[Entries taken from a collection]
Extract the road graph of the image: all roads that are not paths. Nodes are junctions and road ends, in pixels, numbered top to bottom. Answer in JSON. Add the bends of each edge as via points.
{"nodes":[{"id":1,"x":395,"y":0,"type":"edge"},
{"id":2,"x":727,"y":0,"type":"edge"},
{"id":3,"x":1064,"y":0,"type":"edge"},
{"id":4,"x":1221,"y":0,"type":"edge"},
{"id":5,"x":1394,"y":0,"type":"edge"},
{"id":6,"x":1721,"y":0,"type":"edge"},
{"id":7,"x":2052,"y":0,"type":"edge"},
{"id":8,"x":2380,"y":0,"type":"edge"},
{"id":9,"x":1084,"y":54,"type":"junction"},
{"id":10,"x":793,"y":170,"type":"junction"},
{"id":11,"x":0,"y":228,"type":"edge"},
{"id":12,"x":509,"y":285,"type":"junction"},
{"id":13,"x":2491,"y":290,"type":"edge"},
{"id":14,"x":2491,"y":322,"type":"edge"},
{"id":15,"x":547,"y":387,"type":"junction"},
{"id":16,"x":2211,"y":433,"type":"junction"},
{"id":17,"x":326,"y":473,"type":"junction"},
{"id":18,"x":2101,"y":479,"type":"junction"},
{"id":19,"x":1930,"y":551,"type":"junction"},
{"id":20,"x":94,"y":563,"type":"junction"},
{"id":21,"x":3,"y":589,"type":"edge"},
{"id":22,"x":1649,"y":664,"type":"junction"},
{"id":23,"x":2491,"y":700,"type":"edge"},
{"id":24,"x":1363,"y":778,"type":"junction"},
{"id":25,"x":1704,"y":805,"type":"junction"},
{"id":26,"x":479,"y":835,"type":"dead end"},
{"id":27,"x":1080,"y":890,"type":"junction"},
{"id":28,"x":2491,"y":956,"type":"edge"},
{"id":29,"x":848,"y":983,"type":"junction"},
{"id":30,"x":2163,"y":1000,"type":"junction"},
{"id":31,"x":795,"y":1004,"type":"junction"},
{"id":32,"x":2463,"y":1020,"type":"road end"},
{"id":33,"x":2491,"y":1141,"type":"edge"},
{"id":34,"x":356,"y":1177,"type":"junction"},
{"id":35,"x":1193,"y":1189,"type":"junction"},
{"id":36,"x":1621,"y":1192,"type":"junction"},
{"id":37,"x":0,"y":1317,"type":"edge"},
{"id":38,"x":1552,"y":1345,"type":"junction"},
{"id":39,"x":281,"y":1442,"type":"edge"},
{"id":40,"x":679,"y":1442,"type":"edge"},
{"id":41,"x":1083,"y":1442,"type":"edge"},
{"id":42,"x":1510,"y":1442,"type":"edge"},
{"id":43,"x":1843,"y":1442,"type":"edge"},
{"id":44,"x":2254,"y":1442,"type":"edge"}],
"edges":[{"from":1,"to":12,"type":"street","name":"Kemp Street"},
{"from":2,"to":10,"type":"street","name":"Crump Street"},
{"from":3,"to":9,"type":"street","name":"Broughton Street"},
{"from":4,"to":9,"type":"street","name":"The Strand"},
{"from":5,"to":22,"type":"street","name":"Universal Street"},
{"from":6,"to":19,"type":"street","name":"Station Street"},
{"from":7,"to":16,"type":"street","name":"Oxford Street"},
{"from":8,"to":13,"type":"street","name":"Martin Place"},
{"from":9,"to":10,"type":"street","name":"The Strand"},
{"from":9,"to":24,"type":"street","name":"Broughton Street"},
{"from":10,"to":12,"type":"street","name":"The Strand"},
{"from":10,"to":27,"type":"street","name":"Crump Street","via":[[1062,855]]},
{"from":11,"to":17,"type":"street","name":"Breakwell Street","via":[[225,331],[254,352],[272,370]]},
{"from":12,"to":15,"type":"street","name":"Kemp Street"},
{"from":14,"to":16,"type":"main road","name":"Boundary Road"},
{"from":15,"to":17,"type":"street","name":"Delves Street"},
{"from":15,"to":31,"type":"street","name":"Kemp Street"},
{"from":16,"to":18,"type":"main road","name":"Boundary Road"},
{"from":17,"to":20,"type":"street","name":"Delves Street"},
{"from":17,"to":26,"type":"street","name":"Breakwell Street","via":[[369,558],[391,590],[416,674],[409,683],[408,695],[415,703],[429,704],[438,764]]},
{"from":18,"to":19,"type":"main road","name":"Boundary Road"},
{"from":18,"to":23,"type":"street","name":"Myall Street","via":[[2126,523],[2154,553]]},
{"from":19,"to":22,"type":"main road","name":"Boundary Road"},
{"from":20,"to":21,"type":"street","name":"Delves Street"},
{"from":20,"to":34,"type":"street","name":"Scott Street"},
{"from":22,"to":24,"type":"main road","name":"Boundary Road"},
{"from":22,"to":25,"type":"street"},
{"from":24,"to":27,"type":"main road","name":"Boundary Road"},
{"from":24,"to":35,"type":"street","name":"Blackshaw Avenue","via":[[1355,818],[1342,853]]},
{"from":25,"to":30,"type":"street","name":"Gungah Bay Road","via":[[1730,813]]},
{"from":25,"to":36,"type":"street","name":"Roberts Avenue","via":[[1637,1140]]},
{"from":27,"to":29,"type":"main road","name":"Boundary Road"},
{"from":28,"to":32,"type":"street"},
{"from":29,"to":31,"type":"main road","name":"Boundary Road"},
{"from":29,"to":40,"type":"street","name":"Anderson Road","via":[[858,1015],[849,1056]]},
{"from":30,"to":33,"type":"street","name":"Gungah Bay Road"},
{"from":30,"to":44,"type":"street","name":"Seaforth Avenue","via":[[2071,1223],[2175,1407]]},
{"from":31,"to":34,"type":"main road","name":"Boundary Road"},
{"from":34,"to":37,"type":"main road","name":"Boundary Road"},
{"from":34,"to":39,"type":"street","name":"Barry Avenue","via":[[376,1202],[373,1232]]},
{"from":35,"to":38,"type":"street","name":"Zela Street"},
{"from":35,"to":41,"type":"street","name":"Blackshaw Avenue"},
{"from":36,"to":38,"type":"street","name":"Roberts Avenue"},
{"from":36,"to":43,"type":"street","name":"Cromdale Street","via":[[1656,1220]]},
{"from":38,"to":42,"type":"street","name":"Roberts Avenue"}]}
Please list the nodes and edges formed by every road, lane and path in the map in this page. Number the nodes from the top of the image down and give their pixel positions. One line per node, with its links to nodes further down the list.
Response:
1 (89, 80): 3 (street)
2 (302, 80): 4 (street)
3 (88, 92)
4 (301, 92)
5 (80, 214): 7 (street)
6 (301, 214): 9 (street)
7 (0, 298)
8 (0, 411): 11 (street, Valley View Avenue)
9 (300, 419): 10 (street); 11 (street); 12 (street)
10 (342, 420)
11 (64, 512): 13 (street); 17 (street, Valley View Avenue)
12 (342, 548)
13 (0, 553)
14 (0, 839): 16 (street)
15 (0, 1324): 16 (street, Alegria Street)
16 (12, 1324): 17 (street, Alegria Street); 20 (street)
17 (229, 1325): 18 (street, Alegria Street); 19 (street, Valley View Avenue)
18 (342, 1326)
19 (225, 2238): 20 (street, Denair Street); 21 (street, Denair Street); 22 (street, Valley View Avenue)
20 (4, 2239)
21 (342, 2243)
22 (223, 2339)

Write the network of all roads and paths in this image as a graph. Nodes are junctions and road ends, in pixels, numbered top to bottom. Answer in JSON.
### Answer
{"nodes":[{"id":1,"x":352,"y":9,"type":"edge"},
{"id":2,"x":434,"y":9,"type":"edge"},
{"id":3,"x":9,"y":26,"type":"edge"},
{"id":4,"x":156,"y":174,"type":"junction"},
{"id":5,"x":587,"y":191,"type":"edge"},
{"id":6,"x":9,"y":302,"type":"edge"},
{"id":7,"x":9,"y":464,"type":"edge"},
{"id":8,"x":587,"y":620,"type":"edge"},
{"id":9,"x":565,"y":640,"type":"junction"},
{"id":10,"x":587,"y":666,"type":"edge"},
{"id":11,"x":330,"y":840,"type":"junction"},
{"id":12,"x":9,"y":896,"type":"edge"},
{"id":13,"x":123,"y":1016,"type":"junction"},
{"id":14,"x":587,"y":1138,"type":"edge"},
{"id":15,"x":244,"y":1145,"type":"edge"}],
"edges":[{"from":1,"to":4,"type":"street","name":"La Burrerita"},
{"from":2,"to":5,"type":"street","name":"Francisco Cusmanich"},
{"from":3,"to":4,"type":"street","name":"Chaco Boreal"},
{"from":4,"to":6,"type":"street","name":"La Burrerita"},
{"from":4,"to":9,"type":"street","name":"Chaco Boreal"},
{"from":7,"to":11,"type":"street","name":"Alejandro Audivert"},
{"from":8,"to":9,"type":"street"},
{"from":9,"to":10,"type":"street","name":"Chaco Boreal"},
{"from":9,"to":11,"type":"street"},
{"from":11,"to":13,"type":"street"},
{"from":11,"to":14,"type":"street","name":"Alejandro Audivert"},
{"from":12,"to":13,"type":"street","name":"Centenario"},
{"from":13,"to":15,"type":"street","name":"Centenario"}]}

▶ [What the task asks] Where a line in the entries holds "Broughton", copy that line.

▶ [Response]
{"from":3,"to":9,"type":"street","name":"Broughton Street"},
{"from":9,"to":24,"type":"street","name":"Broughton Street"},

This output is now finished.